*** MATERIAL SHOWN ***
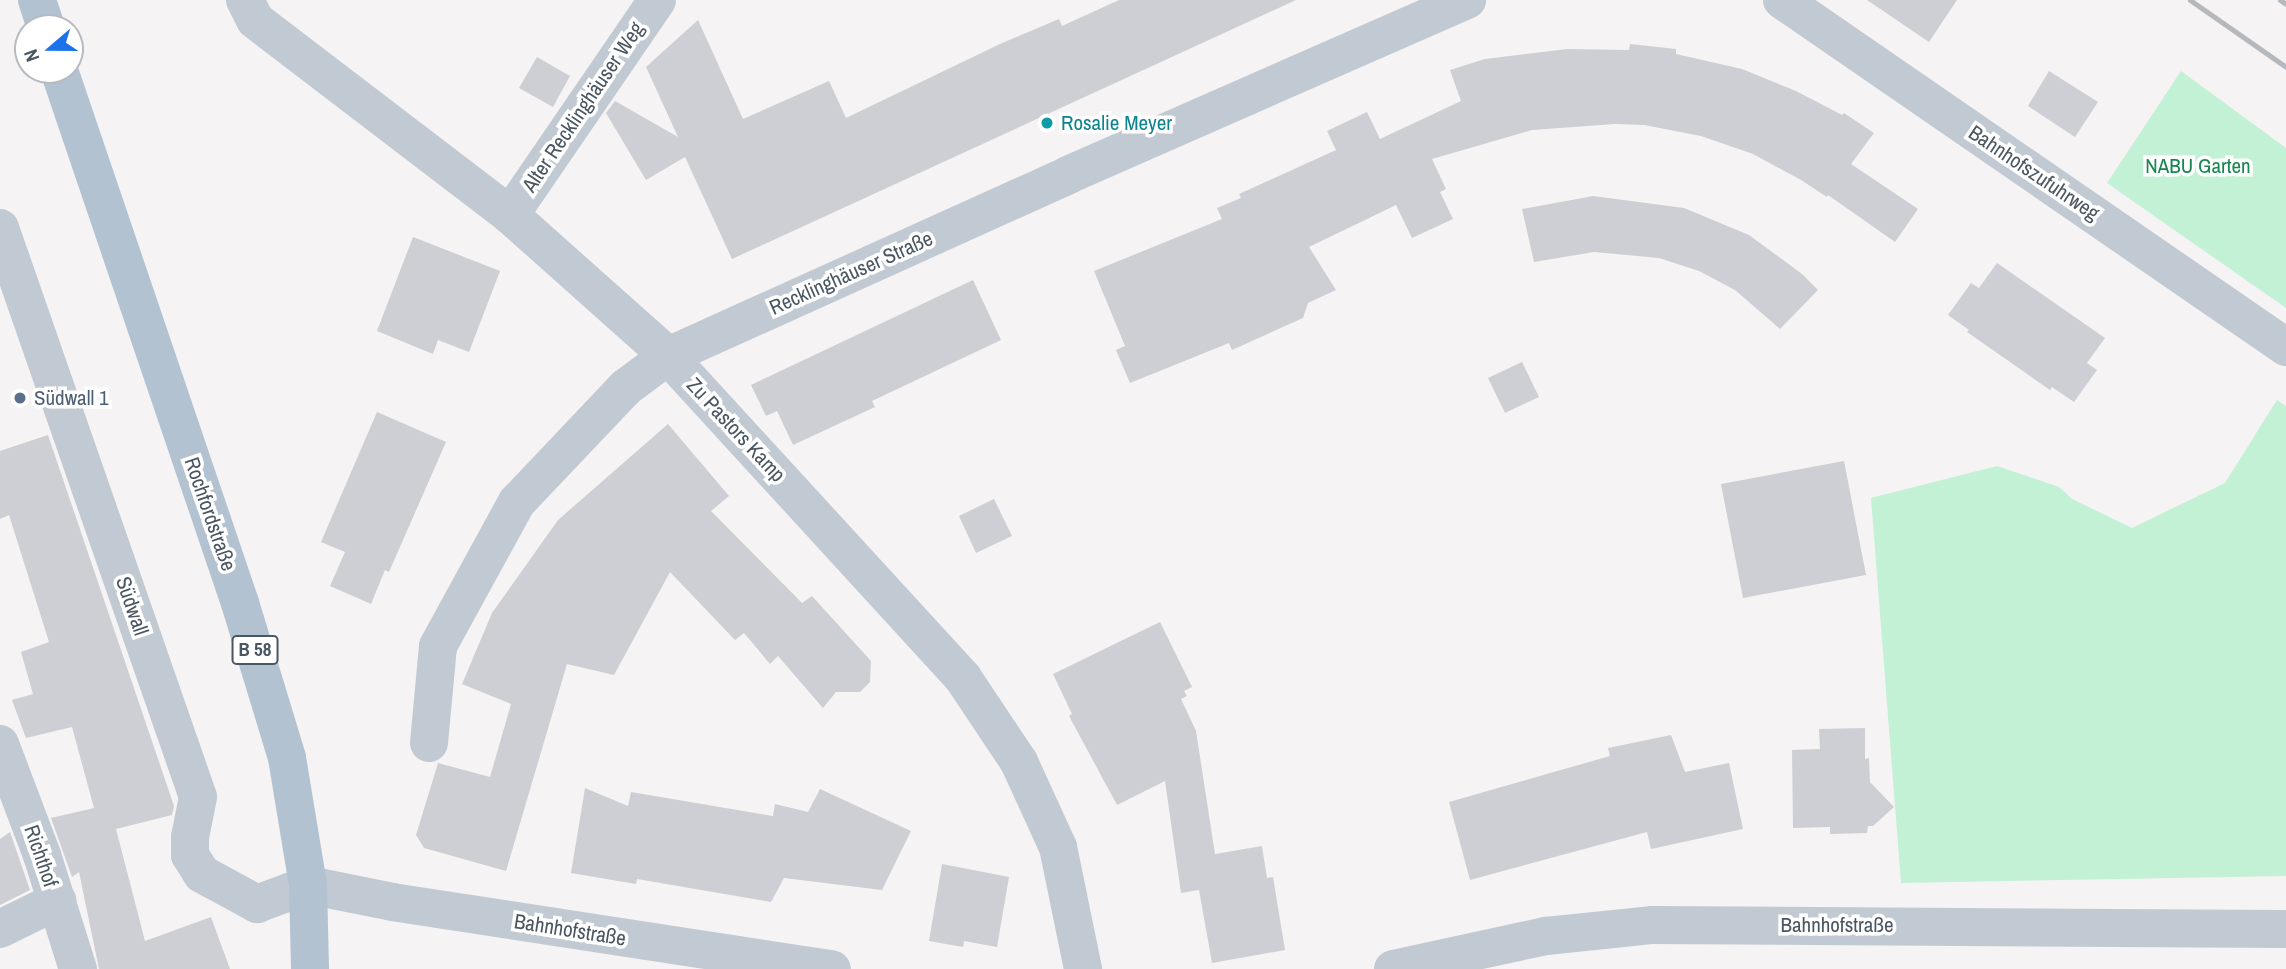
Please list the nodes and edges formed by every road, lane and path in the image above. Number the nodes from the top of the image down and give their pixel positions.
***
*** MATERIAL SHOWN ***
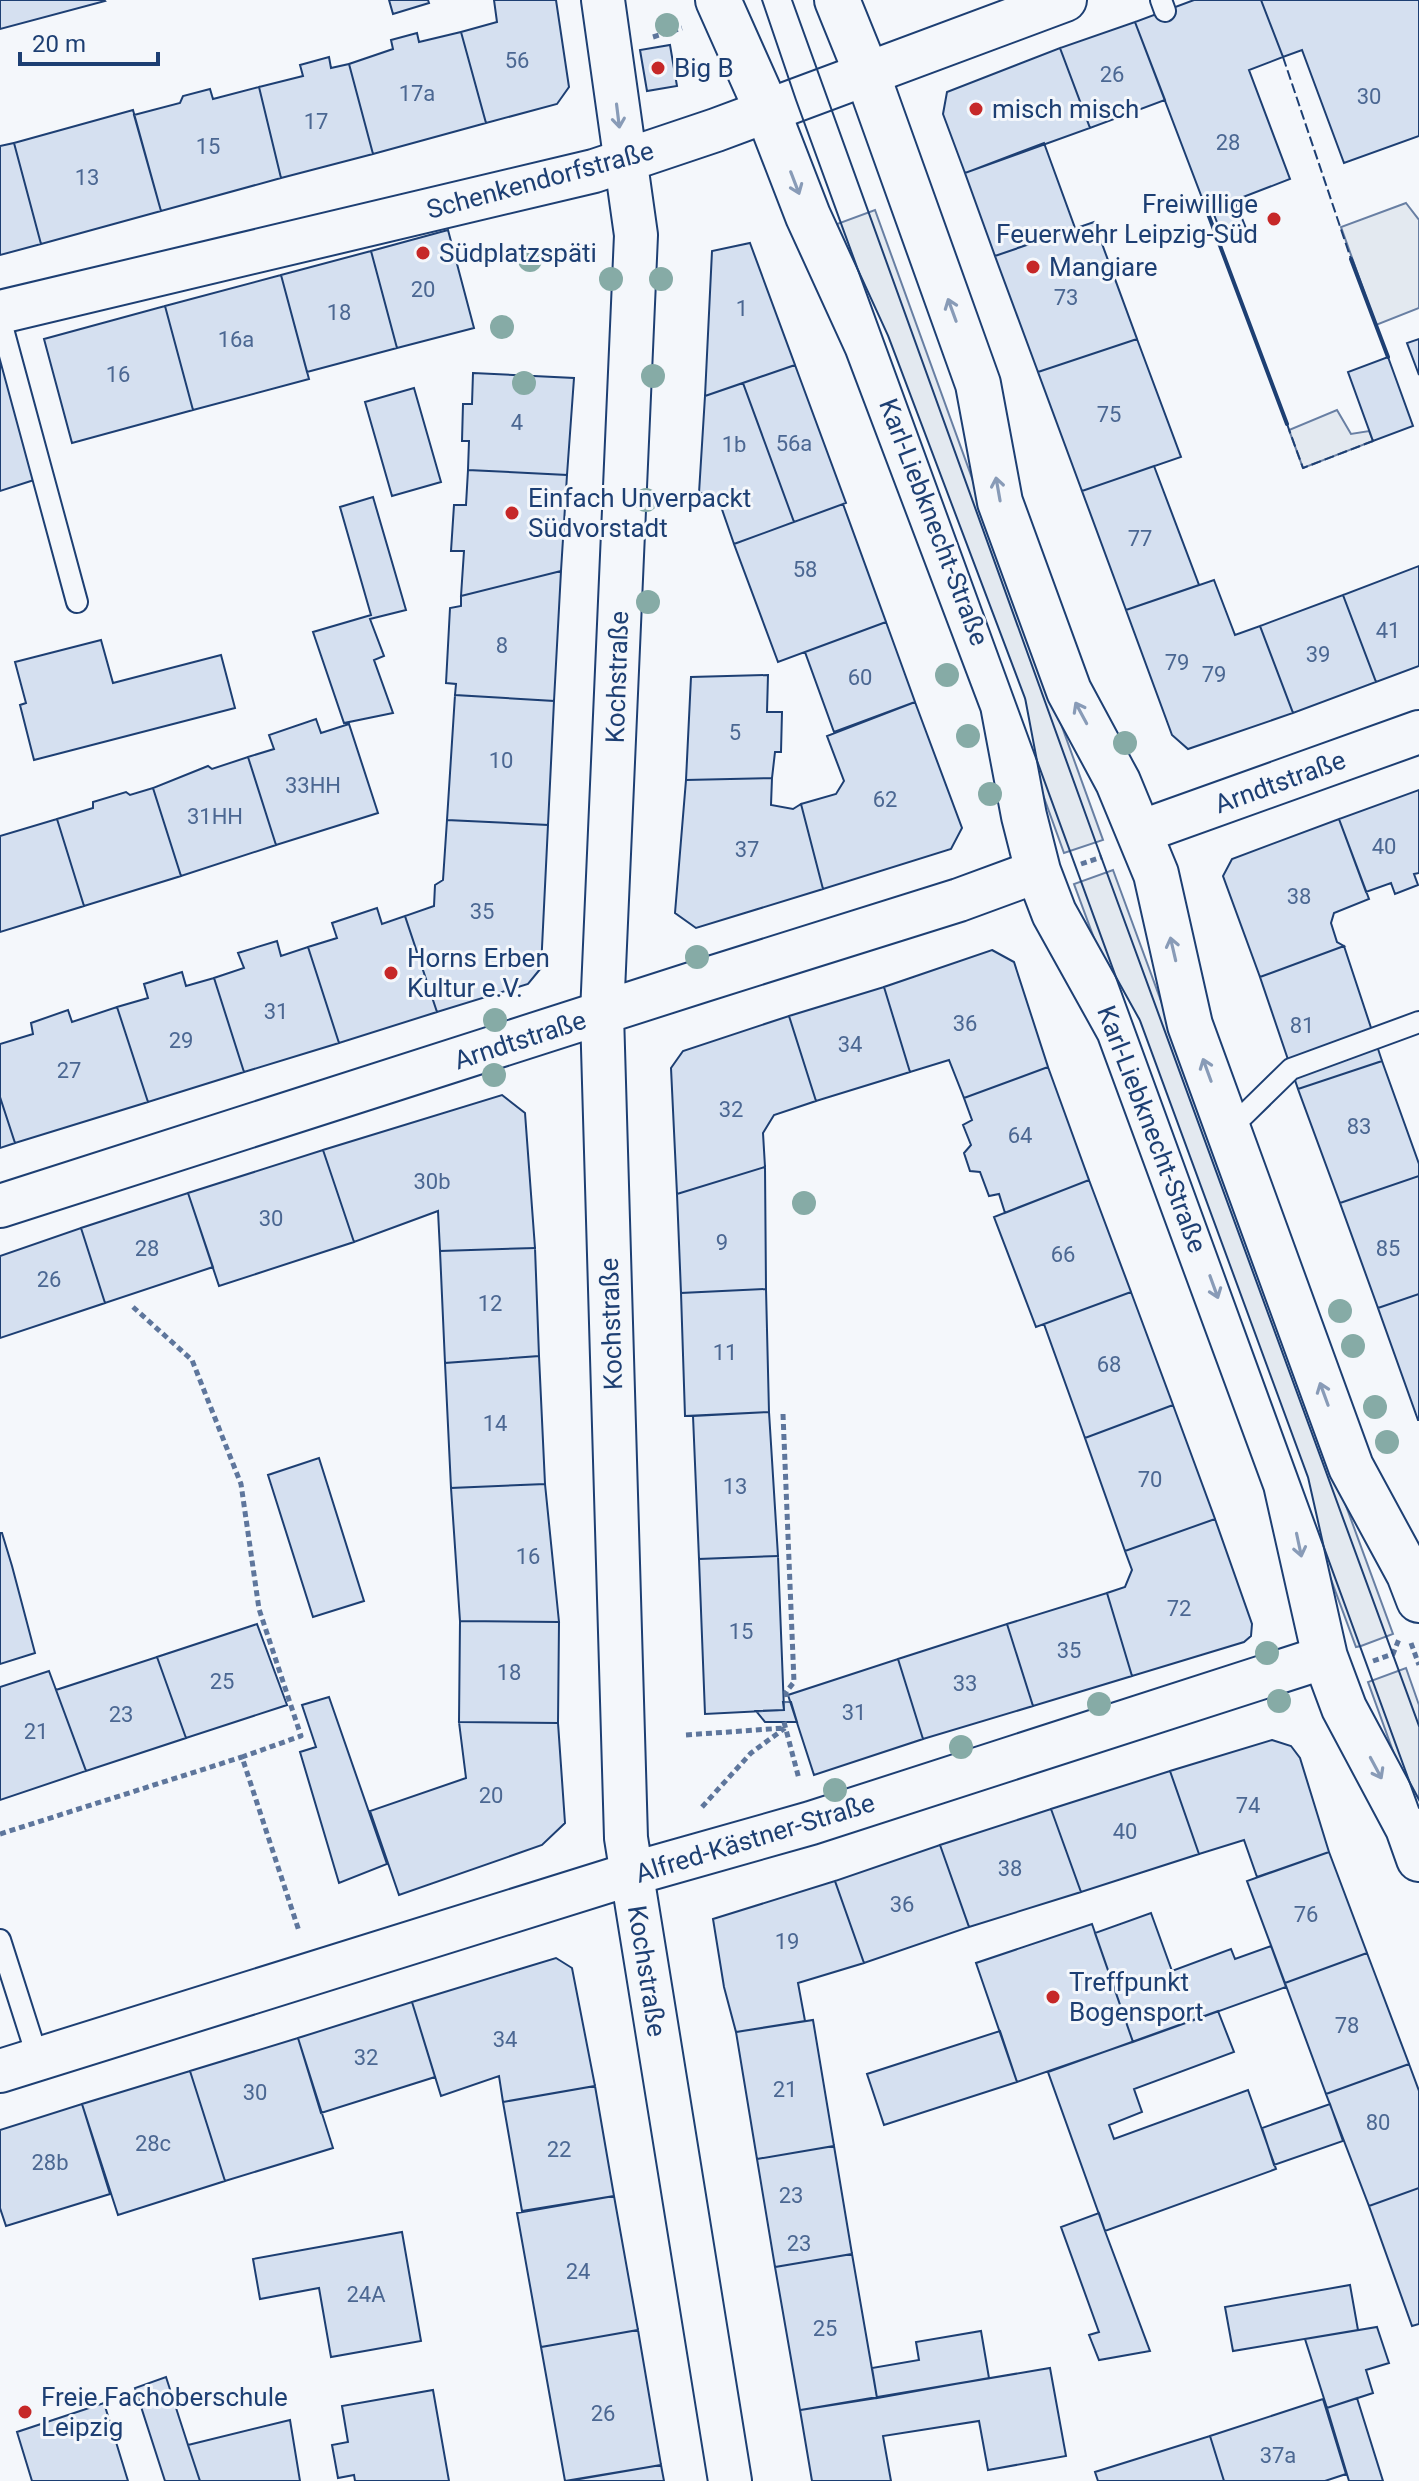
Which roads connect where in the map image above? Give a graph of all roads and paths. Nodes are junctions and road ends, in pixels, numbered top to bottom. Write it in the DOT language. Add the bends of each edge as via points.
***
*** MATERIAL SHOWN ***
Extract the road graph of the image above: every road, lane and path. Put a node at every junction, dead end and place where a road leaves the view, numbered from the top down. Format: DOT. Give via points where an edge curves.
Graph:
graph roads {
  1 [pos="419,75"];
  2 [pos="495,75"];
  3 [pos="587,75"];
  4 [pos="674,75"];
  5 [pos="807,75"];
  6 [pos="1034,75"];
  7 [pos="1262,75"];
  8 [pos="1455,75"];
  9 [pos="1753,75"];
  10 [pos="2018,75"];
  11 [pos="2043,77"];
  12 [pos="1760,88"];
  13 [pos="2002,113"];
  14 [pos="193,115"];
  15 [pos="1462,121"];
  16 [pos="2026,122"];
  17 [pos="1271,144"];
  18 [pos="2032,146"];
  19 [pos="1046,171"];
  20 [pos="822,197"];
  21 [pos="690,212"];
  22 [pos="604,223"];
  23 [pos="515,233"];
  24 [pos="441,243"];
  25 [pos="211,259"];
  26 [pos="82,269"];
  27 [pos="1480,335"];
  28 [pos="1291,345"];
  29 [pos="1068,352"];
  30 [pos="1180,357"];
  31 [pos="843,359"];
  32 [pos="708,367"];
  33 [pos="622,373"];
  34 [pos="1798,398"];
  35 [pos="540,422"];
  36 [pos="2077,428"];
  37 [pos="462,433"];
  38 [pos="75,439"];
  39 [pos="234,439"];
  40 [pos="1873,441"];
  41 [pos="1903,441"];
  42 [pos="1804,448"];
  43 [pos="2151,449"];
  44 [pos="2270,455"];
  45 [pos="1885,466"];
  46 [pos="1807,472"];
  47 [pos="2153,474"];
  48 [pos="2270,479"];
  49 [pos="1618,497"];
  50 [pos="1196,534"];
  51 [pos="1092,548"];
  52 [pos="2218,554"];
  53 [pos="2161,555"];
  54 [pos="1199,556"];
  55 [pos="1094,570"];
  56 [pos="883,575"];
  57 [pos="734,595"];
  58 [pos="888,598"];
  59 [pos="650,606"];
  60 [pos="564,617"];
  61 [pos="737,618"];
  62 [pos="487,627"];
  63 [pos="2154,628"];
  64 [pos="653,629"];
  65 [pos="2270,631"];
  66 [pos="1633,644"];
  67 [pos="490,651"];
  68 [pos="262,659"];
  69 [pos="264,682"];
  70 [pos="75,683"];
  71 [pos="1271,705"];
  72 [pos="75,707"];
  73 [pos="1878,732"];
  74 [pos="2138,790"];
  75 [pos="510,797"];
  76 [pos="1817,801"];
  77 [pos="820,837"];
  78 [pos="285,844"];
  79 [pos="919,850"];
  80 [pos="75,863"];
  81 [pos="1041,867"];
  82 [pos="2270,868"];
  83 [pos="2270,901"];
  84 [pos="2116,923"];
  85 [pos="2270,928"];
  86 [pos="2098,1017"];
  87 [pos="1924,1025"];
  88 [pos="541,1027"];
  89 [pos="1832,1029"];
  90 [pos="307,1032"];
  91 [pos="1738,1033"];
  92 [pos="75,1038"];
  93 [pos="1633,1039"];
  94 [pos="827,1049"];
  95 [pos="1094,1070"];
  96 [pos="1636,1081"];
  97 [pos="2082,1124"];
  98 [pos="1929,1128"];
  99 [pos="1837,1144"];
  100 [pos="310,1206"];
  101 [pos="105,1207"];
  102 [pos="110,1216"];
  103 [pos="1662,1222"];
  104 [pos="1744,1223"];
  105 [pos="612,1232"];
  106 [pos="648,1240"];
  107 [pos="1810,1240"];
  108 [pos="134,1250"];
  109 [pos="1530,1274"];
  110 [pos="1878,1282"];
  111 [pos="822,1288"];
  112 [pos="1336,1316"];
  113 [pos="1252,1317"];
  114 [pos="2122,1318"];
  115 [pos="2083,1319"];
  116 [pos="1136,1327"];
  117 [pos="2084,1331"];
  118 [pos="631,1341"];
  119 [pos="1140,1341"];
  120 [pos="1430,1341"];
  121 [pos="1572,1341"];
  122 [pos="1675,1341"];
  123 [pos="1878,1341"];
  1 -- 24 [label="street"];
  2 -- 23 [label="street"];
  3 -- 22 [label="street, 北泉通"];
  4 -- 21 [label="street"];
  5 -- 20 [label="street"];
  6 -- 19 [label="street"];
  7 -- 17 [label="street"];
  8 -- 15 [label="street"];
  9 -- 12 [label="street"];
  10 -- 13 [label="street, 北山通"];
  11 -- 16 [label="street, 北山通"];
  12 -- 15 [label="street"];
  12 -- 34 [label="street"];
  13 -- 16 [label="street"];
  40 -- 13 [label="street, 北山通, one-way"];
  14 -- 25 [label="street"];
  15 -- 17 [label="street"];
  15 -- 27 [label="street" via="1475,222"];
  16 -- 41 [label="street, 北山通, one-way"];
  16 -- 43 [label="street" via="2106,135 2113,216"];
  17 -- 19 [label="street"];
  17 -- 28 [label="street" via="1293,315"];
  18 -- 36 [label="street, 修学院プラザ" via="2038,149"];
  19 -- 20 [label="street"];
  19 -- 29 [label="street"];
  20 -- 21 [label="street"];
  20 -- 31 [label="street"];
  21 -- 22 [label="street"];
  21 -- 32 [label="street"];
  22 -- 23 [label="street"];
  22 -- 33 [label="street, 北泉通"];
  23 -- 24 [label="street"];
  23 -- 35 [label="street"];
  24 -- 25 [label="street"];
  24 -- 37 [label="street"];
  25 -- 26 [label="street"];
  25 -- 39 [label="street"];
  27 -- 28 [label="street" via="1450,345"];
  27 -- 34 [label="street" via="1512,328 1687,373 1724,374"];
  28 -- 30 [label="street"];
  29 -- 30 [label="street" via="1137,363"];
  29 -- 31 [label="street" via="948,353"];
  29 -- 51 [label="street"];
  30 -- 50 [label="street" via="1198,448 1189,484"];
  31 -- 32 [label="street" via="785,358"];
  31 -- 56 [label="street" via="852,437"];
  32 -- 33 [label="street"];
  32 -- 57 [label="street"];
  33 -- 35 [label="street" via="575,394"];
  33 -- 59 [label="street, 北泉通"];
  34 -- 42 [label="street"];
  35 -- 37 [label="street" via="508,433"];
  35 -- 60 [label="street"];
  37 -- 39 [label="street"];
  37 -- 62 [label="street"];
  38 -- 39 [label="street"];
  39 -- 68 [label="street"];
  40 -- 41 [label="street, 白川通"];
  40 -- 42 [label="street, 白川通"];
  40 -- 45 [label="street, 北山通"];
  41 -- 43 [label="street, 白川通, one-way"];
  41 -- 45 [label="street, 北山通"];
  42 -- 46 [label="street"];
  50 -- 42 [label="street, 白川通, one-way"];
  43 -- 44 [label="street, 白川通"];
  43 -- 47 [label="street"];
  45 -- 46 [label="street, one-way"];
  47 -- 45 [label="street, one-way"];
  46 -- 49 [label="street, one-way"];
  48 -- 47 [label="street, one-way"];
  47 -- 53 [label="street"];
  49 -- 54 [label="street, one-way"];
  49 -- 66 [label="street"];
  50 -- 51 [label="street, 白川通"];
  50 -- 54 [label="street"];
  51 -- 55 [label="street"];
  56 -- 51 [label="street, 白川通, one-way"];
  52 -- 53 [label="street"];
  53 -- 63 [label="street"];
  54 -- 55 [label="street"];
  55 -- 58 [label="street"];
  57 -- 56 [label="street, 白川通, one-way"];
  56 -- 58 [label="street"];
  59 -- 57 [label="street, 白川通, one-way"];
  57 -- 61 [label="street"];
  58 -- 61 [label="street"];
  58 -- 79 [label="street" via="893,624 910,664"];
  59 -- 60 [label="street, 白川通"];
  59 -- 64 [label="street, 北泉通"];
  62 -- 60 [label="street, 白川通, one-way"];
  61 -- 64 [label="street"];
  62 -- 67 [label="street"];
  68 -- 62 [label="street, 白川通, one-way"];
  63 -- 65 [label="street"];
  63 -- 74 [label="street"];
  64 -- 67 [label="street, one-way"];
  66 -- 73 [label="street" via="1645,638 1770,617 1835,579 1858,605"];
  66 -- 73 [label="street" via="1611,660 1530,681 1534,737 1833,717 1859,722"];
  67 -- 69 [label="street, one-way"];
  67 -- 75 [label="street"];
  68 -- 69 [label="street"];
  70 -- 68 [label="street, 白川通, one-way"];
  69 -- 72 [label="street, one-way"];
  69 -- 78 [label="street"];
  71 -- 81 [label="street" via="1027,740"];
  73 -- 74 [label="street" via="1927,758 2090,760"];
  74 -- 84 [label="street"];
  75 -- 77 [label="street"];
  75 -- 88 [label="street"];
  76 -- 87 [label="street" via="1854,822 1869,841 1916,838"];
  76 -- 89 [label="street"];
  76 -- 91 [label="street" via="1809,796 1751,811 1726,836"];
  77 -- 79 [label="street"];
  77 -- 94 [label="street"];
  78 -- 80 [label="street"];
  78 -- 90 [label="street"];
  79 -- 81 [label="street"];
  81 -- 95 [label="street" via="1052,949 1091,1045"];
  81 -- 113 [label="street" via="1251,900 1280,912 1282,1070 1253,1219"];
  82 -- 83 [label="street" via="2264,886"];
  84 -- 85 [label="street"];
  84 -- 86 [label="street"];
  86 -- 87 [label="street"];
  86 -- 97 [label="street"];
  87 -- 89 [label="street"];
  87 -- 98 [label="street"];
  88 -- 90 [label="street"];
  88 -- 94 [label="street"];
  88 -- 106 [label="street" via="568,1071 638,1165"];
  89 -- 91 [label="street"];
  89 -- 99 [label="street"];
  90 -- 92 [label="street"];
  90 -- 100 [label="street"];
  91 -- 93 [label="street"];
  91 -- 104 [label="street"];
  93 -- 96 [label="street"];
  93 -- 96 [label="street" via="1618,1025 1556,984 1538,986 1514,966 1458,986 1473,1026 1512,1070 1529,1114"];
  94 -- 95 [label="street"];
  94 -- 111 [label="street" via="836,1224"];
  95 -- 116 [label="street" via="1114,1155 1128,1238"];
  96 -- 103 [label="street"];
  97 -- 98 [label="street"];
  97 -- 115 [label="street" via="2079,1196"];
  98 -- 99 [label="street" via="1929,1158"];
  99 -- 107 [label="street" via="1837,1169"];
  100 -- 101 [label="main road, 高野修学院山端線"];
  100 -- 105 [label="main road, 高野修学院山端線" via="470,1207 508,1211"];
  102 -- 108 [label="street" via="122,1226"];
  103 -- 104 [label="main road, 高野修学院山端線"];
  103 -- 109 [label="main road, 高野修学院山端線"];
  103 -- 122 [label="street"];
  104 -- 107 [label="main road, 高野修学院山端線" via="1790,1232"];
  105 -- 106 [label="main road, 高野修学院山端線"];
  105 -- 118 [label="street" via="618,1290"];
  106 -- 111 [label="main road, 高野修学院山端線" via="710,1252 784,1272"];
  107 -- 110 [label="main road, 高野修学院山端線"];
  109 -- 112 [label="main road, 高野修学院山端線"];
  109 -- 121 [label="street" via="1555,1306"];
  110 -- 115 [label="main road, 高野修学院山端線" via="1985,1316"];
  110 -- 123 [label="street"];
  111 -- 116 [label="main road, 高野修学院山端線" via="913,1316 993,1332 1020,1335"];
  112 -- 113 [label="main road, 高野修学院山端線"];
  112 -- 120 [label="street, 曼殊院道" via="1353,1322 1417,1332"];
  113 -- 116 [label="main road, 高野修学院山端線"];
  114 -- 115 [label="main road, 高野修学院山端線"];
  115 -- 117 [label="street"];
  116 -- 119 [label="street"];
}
***
§ **TASK BRIEF**: Search the material for the word "lane". Each line where it is found must be copied.

§ **REPLY**:
Please list the nodes and edges formed by every road, lane and path in the image above. Number the nodes from the top of the image down and give their pixel positions.
Extract the road graph of the image above: every road, lane and path. Put a node at every junction, dead end and place where a road leaves the view, numbered from the top down. Format: DOT. Give via points where an edge curves.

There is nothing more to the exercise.